Après la crise des gilets jaunes, j’avais soutenu ici et dans TC, il y a cinq ans, la démarche du Grand débat national, en utilisant la figure, fondatrice de la théorie des jeux, du pari de Pascal pour répondre positivement à la question « débattre ou ne pas débattre… » : « il vaut mieux participer, car si l’on ne participe pas on ne risque pas de faire entendre sa voix et on est certain d’être perdant, alors que, si l’on participe, on a une chance d’être entendu ». Bien sûr j’étais conscient du risque aussi de ne pas être entendu, mais j’ajoutais : « il sera quand même difficile à l’exécutif de ne pas tenir compte de ce qui se sera exprimé, sauf à renforcer une crise de confiance dont un récent sondage du Cevipof a montré à quel point elle est profonde ». Malheureusement c’est ce qui s’est passé : la parole s’est exprimée et, même sceptiques, les citoyens se sont engagés, massivement(ce qui montre qu’on peut garder espoir dans la démocratie),  mais elle n’a pas été entendue. Non seulement elle n’a pas été entendue, mais elle a été niée, détournée : j’entends encore la voix d’Edouard Philippe tirant avant d’avoir les résultats de la synthèse demandée à Opinion Way, des conclusions orthogonales à ce que l’on savait des contributions, notamment sur la fiscalité. Non seulement elle n’a pas été entendue, non seulement elle a été détournée, mais elle a aussi été enterrée.

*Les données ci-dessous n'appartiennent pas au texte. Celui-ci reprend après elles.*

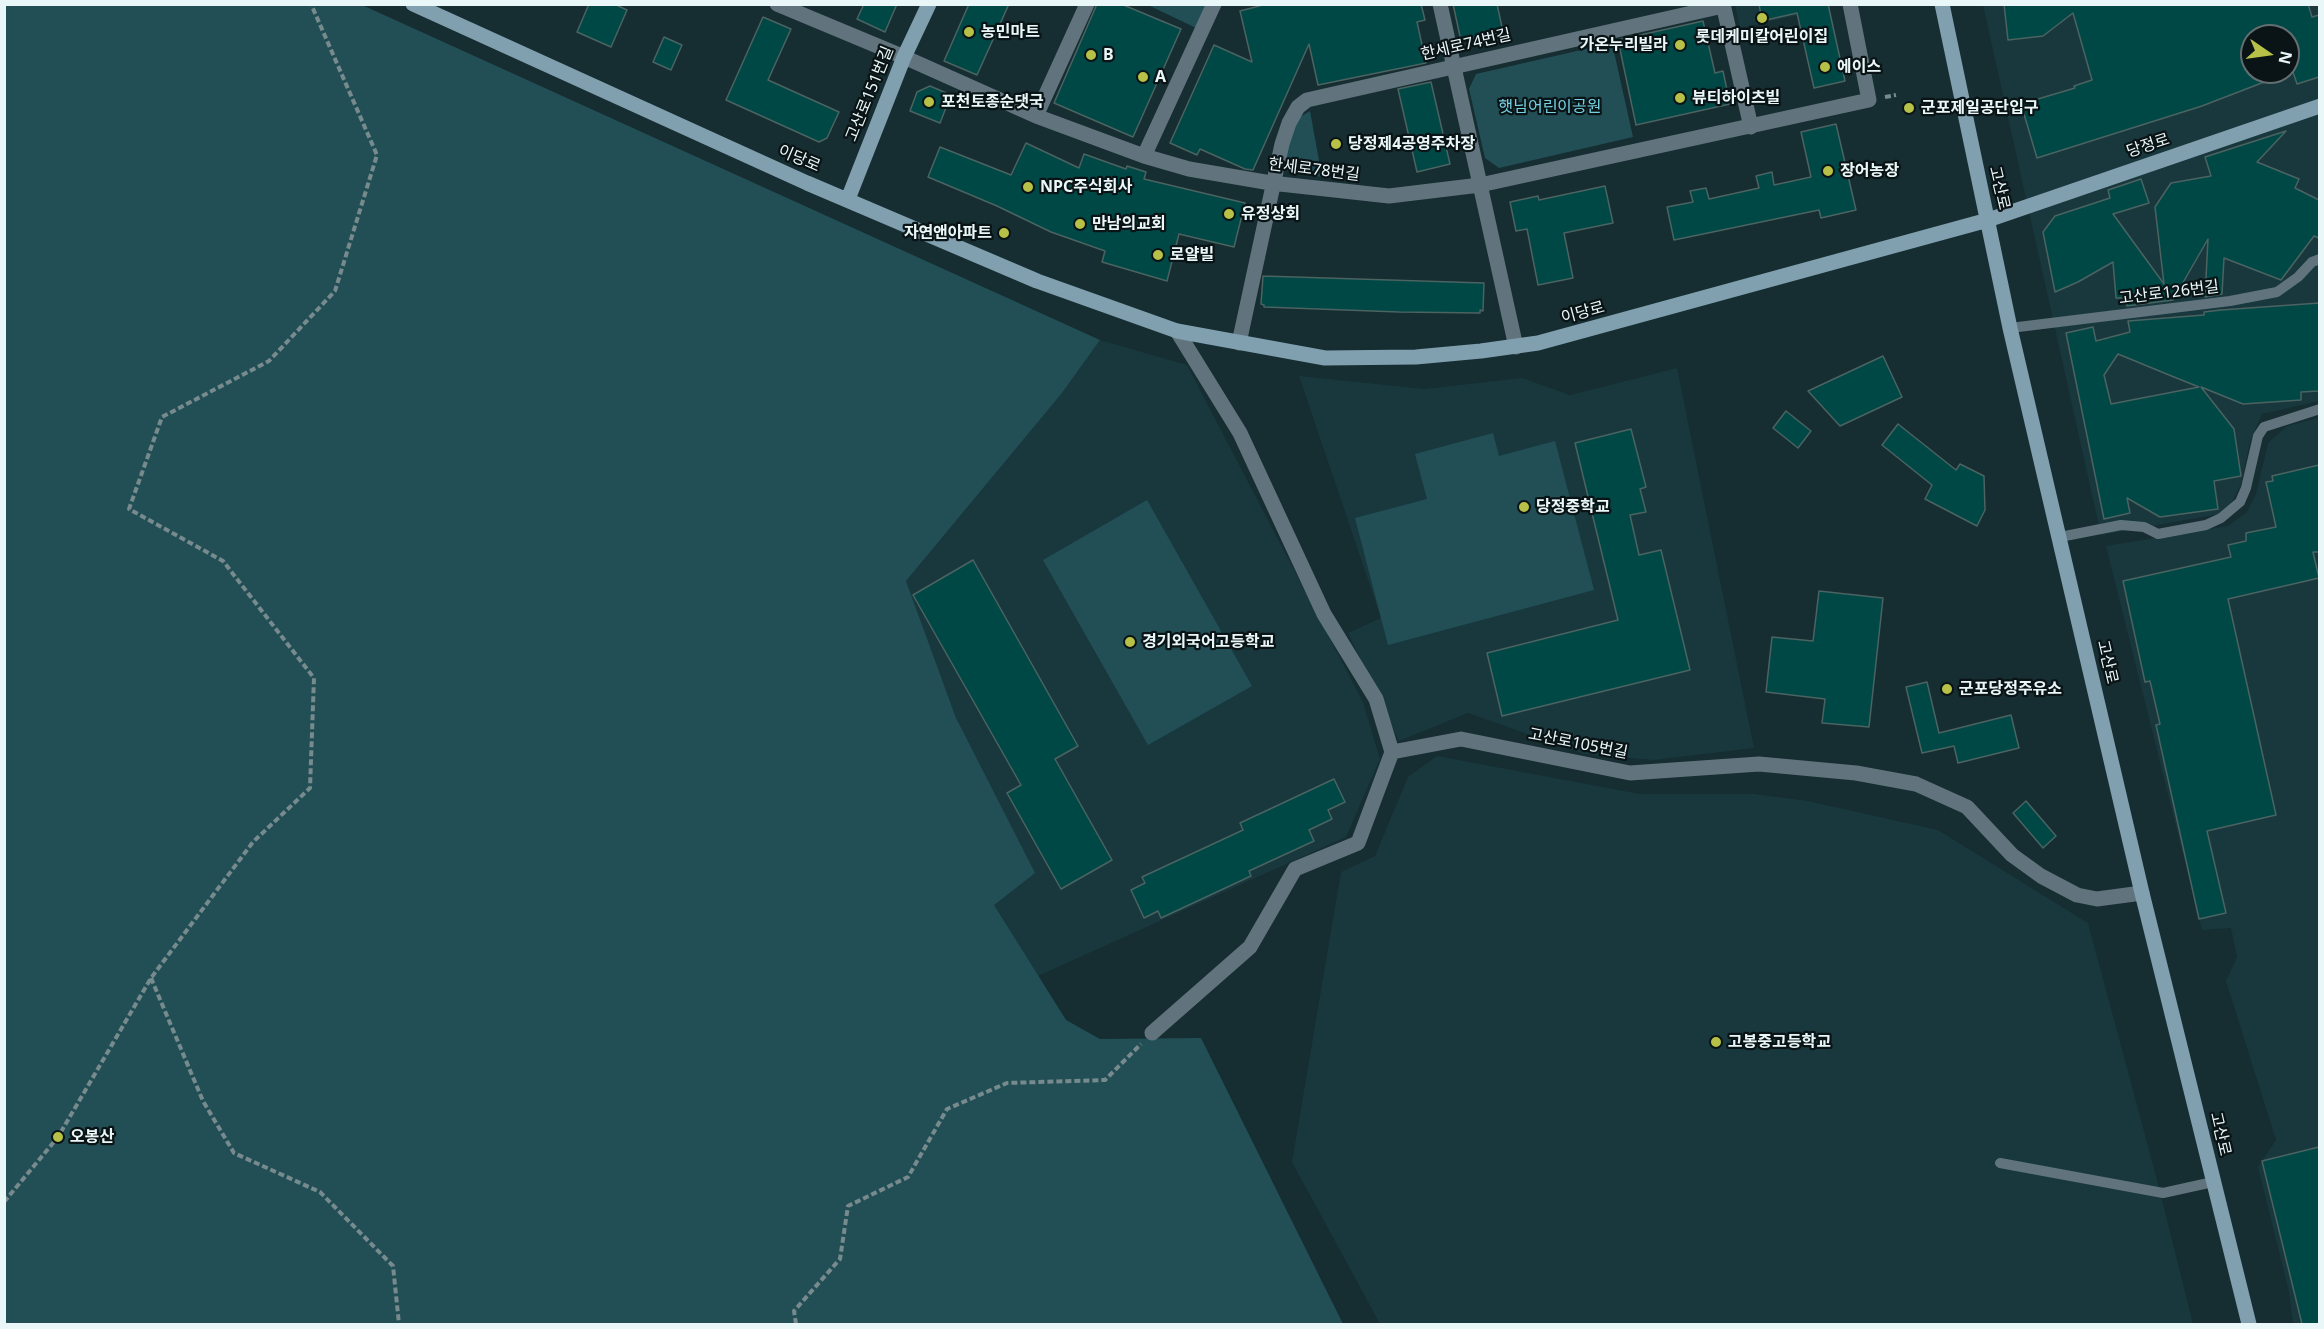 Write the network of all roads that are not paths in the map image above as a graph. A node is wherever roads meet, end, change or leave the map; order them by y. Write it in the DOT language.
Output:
graph roads {
  1 [pos="413,4"];
  2 [pos="777,4"];
  3 [pos="928,4"];
  4 [pos="1087,4"];
  5 [pos="1214,4"];
  6 [pos="1440,4"];
  7 [pos="1850,4"];
  8 [pos="1942,4"];
  9 [pos="1723,5"];
  10 [pos="904,57"];
  11 [pos="1454,67"];
  12 [pos="2319,106"];
  13 [pos="1036,116"];
  14 [pos="1751,127"];
  15 [pos="1144,156"];
  16 [pos="1272,183"];
  17 [pos="1480,185"];
  18 [pos="848,199"];
  19 [pos="1988,220"];
  20 [pos="2319,259"];
  21 [pos="2010,328"];
  22 [pos="1177,331"];
  23 [pos="1239,343"];
  24 [pos="1516,347"];
  25 [pos="2319,409"];
  26 [pos="2060,537"];
  27 [pos="1392,752"];
  28 [pos="2142,893"];
  29 [pos="1152,1033"];
  30 [pos="2000,1163"];
  31 [pos="2213,1182"];
  32 [pos="2249,1324"];
  1 -- 18 [label="street, 이당로"];
  2 -- 10 [label="street, 한세로78번길"];
  3 -- 10 [label="street, 고산로151번길"];
  4 -- 13 [label="street"];
  5 -- 15 [label="street"];
  6 -- 11 [label="street"];
  7 -- 14 [label="street, 한세로78번길"];
  8 -- 19 [label="street, 고산로"];
  9 -- 11 [label="street, 한세로74번길"];
  9 -- 14 [label="street"];
  10 -- 13 [label="street, 한세로78번길"];
  10 -- 18 [label="street, 고산로151번길"];
  11 -- 16 [label="street, 한세로74번길"];
  11 -- 17 [label="street"];
  12 -- 19 [label="street, 당정로"];
  13 -- 15 [label="street, 한세로78번길"];
  14 -- 17 [label="street, 한세로78번길"];
  15 -- 16 [label="street, 한세로78번길"];
  16 -- 17 [label="street, 한세로78번길"];
  16 -- 23 [label="street, 한세로74번길"];
  17 -- 24 [label="street"];
  18 -- 22 [label="street, 이당로"];
  19 -- 21 [label="street, 고산로"];
  19 -- 24 [label="street, 이당로"];
  20 -- 21 [label="lane, 고산로126번길"];
  21 -- 26 [label="street, 고산로"];
  22 -- 23 [label="street, 이당로"];
  22 -- 27 [label="street"];
  23 -- 24 [label="street, 이당로"];
  25 -- 26 [label="lane"];
  26 -- 28 [label="street, 고산로"];
  27 -- 28 [label="street, 고산로105번길"];
  27 -- 29 [label="street"];
  28 -- 31 [label="street, 고산로"];
  30 -- 31 [label="lane"];
  31 -- 32 [label="street, 고산로"];
}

On ne trouve plus la trace de la synthèse opérée par Opinion Way, les données ont été effacées des ordinateurs des consultants et les cahiers de doléances qui, devaient être numérisés sous la responsabilité de la Bibliothèque nationale pour être accessibles facilement en « open data » ne l’ont majoritairement pas été.

Ce mépris pour la parole du peuple qu’on avait pourtant sollicité et qui, malgré ses doutes, s’était exprimé, explique en grande partie le populisme d’ambiance qui se développe et conduit les électeurs à s’orienter vers le vote Le Pen, qui bénéficie en outre de l’argument « on a tout essayé, sauf elle ».

Mais surtout, en n’exploitant pas réellement cette expression d’une grande richesse, en n’en soumettant pas les conclusions à des délibérations démocratiques, on s’est privé de comprendre les ressorts profonds de la crise de la démocratie que nous traversons. Finalement, comme ceux de 1789, les cahiers de doléances de 2019 risquent de servir surtout aux socio historiens du futur pour faire une analyse rétrospective de notre époque et comprendre les raisons des catastrophes qui nous attendent. Quel gâchis !

A moins que nous trouvions les moyens de nous en saisir et, en comprenant les ressorts des tréfonds de la société, d’inverser le cours des choses.